2016 Calvin Awards: Worst Picture
By Reagen Sulewski
February 24, 2016
We return now to our annual dishonorable mentions of the year, a group of films that pissed us off, were colossal misuses of talent and ideas, and/or just plain wasted our time. We have an especially worthy crop of terrible films this year, all of which dare you to find a reason to like them or to even tolerate them. Suffice it to say that we failed in this respect.
What happens when you take a terrible concept, written poorly, that made for an awful series of films , spin it off into a terrible vanity project with an extremely loose connection to the original concept and then write *that* poorly? Well, you get our worst film of the year, 50 Shades of Grey, which doubles down on the misery of the Twilight series and adds bad sex to the mix. Surely by now we're all familiar with the story of how this book series came to life, as literal fan fiction based on Stephenie Meyers' spectacularly bad sparkly vampire novels, which had a formula that this adaptation slavishly copies, beat for beat. There aren't even any supernatural elements to the story for it to fall back on as an excuse, making this just lifestyle porn that aims at being real porn, and fails at all of that. With comically bad sex scenes and chemistry between its two leads that resembles helium and argon (ask your science teacher, kids), it's a film that's utterly without merit. So of course they're going to make two more (probably), much to the chagrin of even its leads. That's why you read your contracts!
Say what you will about the original Hot Tub Time Machine, but it had its charms, as a kind of demented twist on nostalgia and wacky '80s sex comedies, made that much more poignant by the presence of the spirit animal of goofy '80s comedy, John Cusack. And there's the only time the words "poignant" and "Hot Tub Time Machine" have been linked. For the sequel, cleverly titled Hot Tub Time Machine 2, the idea seems to have been, "Okay, but throw them into the future and see how that works," to which the answer is it doesn't, unless you like gay panic jokes and extreme scatalogical humor. A great deal of HTTM2 seems to have been improvised, which can work in the right hands, but when your basically just show up to the set gambling that you'll make the magic happen on the day, there'll be times when you roll snake eyes. That's more or less the case here, as the calm centering aspect of Cusack's performance is absent here, leaving the bulk of it to be carried by Rob Corddry in full jackass mode. It's a singularly unpleasant experience.

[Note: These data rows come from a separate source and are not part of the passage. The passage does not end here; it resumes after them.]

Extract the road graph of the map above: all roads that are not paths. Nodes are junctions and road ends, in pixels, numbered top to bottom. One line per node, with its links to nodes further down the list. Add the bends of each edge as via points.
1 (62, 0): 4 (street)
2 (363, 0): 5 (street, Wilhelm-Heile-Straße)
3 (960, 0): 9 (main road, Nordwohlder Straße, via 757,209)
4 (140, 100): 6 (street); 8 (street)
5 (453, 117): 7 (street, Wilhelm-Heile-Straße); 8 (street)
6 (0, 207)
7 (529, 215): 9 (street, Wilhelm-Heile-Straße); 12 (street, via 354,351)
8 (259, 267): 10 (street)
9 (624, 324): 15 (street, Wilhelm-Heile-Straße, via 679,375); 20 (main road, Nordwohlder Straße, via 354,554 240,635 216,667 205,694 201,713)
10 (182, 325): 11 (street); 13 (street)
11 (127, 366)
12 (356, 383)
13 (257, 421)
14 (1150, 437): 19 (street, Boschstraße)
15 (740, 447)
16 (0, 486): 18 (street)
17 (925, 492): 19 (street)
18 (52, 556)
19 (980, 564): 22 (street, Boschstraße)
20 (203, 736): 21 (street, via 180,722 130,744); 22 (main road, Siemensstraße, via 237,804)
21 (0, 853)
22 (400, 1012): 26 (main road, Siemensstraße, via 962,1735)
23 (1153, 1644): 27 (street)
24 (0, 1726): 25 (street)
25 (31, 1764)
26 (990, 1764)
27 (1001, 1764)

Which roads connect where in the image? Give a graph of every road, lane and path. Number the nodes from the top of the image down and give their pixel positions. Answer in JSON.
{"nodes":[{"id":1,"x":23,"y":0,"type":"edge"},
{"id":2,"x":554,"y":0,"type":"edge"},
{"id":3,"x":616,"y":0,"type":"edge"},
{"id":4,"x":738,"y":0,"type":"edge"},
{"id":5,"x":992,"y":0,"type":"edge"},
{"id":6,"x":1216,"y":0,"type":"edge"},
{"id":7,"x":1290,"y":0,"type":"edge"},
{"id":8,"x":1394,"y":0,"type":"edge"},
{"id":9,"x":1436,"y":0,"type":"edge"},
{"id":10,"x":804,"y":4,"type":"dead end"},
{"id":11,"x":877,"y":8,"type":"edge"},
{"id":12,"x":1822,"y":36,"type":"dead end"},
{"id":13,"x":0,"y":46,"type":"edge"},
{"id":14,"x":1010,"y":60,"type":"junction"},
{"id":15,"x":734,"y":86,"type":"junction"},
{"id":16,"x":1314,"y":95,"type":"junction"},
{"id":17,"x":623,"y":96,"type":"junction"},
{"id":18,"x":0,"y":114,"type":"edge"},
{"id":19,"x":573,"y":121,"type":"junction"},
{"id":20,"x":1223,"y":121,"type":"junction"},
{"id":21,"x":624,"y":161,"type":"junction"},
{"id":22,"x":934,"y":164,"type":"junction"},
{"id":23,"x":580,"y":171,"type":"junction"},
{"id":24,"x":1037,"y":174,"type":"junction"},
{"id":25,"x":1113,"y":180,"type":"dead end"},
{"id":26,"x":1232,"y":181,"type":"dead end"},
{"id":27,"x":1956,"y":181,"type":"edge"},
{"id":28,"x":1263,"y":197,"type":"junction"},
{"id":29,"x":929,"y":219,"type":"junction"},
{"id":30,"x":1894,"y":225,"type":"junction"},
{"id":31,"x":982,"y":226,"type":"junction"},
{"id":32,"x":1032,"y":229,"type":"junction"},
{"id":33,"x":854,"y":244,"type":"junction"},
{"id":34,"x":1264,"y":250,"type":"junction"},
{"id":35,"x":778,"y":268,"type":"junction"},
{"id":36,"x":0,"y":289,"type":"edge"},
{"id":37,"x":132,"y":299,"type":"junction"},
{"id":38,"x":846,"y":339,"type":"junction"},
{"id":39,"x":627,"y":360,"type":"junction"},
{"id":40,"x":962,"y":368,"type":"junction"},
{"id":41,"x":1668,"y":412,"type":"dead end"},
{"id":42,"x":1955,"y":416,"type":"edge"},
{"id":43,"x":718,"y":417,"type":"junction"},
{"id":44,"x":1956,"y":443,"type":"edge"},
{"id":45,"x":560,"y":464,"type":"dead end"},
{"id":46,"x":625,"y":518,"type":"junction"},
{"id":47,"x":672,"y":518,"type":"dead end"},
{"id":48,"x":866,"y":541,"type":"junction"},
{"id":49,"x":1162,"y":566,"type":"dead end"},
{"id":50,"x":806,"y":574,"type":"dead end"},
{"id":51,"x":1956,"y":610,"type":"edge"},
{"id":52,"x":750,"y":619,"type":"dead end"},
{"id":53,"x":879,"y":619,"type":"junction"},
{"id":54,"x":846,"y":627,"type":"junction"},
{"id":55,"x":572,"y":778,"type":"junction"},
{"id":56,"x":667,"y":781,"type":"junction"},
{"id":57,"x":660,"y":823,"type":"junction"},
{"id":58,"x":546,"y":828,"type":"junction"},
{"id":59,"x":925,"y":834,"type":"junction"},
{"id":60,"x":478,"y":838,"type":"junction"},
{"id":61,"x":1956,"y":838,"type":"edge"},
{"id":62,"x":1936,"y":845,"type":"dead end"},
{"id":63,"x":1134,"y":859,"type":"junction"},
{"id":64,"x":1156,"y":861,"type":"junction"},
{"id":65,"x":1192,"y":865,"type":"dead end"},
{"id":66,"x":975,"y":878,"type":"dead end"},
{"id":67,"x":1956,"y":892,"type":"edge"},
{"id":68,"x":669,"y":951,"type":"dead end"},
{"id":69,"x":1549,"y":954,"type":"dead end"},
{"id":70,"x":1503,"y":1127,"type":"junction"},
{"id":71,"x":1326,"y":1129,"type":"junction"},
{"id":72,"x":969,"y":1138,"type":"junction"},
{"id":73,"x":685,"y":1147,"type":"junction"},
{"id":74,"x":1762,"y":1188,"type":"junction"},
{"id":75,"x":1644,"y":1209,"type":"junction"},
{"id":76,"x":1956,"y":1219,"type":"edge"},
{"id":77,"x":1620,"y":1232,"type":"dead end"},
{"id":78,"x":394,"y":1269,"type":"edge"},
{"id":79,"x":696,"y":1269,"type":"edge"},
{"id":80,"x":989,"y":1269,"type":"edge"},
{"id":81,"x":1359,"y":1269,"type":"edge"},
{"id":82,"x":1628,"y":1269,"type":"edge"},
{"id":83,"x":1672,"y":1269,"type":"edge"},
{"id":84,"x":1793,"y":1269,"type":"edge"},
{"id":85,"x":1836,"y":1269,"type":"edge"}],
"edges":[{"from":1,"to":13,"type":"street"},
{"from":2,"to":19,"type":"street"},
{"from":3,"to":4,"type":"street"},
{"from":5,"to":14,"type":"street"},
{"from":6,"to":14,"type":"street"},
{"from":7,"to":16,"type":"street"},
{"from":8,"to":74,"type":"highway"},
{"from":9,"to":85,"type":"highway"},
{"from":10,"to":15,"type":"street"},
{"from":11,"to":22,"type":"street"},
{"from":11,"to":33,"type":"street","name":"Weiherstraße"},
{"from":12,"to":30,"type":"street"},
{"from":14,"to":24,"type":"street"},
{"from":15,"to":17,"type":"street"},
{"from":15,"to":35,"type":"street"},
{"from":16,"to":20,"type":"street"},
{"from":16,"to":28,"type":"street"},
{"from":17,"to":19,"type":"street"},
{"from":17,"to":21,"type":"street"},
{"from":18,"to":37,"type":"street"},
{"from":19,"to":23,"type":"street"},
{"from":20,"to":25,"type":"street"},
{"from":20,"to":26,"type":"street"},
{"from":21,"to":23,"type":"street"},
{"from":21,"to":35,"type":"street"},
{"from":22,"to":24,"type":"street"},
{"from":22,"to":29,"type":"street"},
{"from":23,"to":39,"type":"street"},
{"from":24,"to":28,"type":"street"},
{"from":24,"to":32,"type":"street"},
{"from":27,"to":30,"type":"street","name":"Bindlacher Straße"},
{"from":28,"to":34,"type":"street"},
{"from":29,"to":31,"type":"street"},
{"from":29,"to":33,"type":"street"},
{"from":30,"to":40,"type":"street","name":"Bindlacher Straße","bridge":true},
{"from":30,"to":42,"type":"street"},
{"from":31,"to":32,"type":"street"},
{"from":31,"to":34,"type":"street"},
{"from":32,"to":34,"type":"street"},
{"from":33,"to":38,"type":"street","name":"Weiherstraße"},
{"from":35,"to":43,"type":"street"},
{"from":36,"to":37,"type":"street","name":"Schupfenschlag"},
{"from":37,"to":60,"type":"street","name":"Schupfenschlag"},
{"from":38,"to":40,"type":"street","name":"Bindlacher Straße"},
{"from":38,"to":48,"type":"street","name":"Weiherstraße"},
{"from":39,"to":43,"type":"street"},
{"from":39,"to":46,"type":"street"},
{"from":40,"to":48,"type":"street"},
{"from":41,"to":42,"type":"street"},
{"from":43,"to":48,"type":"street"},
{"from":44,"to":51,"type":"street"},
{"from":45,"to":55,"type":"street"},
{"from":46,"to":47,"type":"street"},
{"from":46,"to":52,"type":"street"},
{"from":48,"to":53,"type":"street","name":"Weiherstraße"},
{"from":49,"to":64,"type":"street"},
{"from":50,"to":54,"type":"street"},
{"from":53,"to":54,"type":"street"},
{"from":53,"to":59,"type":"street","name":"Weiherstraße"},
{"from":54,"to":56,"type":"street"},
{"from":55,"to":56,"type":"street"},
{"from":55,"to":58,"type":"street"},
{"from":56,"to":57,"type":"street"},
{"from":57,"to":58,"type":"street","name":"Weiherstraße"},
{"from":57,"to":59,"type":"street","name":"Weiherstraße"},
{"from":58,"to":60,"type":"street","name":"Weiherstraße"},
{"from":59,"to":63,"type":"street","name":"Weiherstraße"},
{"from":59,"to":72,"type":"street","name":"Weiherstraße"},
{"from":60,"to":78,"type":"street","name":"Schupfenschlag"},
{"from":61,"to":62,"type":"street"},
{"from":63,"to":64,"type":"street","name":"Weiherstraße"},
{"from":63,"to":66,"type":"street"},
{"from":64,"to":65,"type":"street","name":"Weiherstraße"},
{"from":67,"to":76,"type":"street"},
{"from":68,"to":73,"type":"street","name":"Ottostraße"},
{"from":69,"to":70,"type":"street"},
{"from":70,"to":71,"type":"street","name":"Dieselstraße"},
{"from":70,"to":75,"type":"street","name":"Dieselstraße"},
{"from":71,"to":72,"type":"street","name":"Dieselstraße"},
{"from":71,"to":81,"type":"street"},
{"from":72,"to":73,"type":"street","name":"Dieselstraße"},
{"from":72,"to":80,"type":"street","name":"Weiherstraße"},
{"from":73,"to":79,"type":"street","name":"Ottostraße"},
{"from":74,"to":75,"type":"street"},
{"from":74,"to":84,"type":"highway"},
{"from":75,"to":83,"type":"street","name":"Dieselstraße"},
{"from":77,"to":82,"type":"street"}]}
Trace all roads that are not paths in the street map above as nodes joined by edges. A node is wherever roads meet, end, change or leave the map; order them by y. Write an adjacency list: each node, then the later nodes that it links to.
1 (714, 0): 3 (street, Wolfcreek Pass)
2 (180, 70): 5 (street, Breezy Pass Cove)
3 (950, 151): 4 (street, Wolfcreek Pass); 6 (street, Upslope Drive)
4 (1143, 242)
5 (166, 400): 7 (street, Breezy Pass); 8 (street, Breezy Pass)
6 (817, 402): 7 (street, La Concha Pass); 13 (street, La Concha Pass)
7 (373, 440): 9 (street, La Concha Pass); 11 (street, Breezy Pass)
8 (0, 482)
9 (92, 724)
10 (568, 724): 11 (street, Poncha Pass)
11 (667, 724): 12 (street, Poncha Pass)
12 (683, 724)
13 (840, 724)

It's not impossible to see how Jupiter Ascending, our third worst film of the year, could have lived another life as a rollicking original science-fiction blockbuster. It's got all those elements – adventure, a hero's journey, space battles, a ready-made world that spans the galaxy... and yet, it's all just a mish-mash of ridiculousness, hammy acting and half-baked ideas that never really go anywhere. The Wachowskis are relentlessly inventive filmmakers, but sometimes your invention crashes and burn. This attempt to create something akin to Jane Austen's Dune aims for grandeur and hits only “silly and embarrassing” with things like “Channing Tatum as a half-wolf flying-rollerskate warrior”. I mean, just think about the majesty of the insanity of that idea, that they got someone to pay them to put on film. Cringe watching is usually something for bad comedy, but here we cringed for the sake of everyone involved.